You can use a variable list as a short hand for typing many variable names.  So instead of using 

retain week year2001 year2002 year2003 year2004 year2005 year2006 year2007 year2008 year2009 year2010 year2011 year2012 year2013 year2014 year2015 year2016 year2017;

You can simply type 

retain week year2001 - year2017;

Also in this block of code you are treating the YEARxxxx variables as both character and numeric.

   if year2001=" " then year2001=0;
   if year2002=" " then year2002=0;
   ...

The variables YEAR2001, YEAR2002, etc are numeric variables. If you compare the value to a space then SAS will need to try to convert the space to a number.  You should instead compare the value to a numeric missing value.
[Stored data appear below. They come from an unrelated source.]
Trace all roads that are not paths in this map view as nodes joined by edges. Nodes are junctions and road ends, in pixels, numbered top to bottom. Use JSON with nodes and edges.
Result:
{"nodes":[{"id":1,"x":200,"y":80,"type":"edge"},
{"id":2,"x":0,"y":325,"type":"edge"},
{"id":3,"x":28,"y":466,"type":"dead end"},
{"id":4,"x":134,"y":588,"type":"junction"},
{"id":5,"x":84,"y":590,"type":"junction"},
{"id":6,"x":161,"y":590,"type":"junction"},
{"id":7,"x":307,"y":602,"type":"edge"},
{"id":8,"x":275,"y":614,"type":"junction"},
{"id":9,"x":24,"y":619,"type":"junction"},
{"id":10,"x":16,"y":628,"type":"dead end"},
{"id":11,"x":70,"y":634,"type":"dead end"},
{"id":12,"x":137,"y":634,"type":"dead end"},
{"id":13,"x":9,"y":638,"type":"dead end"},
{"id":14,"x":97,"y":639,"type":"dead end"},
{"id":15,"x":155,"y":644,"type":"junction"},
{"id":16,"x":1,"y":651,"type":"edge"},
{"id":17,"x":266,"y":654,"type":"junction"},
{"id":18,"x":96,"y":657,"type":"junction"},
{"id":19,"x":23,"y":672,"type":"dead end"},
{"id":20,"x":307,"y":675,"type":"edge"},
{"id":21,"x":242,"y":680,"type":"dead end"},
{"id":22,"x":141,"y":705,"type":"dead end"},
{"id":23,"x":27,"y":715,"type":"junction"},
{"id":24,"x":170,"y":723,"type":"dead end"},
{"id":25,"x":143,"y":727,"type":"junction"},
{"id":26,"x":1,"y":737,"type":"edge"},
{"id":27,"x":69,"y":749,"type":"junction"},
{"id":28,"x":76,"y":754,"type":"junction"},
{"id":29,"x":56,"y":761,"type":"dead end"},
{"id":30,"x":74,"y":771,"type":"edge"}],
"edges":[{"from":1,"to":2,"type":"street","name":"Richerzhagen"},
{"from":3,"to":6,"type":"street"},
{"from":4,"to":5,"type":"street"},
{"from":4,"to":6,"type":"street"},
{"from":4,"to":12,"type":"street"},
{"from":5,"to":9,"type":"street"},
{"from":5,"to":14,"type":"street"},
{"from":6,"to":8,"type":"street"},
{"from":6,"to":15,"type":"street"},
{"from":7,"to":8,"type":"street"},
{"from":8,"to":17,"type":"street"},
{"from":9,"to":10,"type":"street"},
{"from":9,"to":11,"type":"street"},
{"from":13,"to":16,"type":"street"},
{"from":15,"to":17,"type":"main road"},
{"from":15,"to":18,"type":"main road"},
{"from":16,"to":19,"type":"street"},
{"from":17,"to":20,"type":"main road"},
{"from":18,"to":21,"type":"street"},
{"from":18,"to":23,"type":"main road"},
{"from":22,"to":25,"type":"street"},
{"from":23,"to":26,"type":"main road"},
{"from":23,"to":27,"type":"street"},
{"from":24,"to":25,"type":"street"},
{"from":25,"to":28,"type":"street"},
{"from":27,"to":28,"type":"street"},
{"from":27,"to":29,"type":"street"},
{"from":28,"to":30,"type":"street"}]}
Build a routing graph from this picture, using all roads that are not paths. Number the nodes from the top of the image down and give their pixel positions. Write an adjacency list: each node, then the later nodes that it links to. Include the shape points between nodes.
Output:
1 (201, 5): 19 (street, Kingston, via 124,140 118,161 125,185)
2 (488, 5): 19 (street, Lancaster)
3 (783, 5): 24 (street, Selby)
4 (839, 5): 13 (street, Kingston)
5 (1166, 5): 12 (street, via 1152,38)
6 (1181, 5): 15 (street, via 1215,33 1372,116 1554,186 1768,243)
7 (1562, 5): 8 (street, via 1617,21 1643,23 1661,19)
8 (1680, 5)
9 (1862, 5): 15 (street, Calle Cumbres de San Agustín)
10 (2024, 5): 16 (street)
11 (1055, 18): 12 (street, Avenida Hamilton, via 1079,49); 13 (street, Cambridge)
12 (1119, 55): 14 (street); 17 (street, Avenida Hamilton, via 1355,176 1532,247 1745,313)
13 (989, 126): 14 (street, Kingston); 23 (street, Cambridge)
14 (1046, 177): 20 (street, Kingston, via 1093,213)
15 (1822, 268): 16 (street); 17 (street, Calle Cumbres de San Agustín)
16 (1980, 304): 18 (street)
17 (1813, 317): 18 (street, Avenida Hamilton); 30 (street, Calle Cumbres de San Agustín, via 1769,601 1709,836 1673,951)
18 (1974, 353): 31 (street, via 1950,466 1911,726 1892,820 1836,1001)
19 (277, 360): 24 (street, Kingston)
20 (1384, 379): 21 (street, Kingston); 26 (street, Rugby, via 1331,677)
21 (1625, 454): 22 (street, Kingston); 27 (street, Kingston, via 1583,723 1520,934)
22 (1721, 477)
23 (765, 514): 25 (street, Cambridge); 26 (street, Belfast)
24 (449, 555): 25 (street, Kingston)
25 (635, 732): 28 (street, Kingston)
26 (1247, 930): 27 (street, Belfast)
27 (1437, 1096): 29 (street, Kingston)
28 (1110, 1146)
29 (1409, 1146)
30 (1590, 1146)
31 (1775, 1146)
  if year2001=. then year2001=0;

If you really didn't know if the variable was numeric or character you could also just use the MISSING() function in the condition.  Also there are other ways you could convert the missing values to zeros.  I will use one of them in the next section.

 

You could also simplify this by using an ARRAY statement.  So instead of writing the same statement 17 times you can write it once and use the ARRAY reference to allow it to be applied to 17 different actual variables.  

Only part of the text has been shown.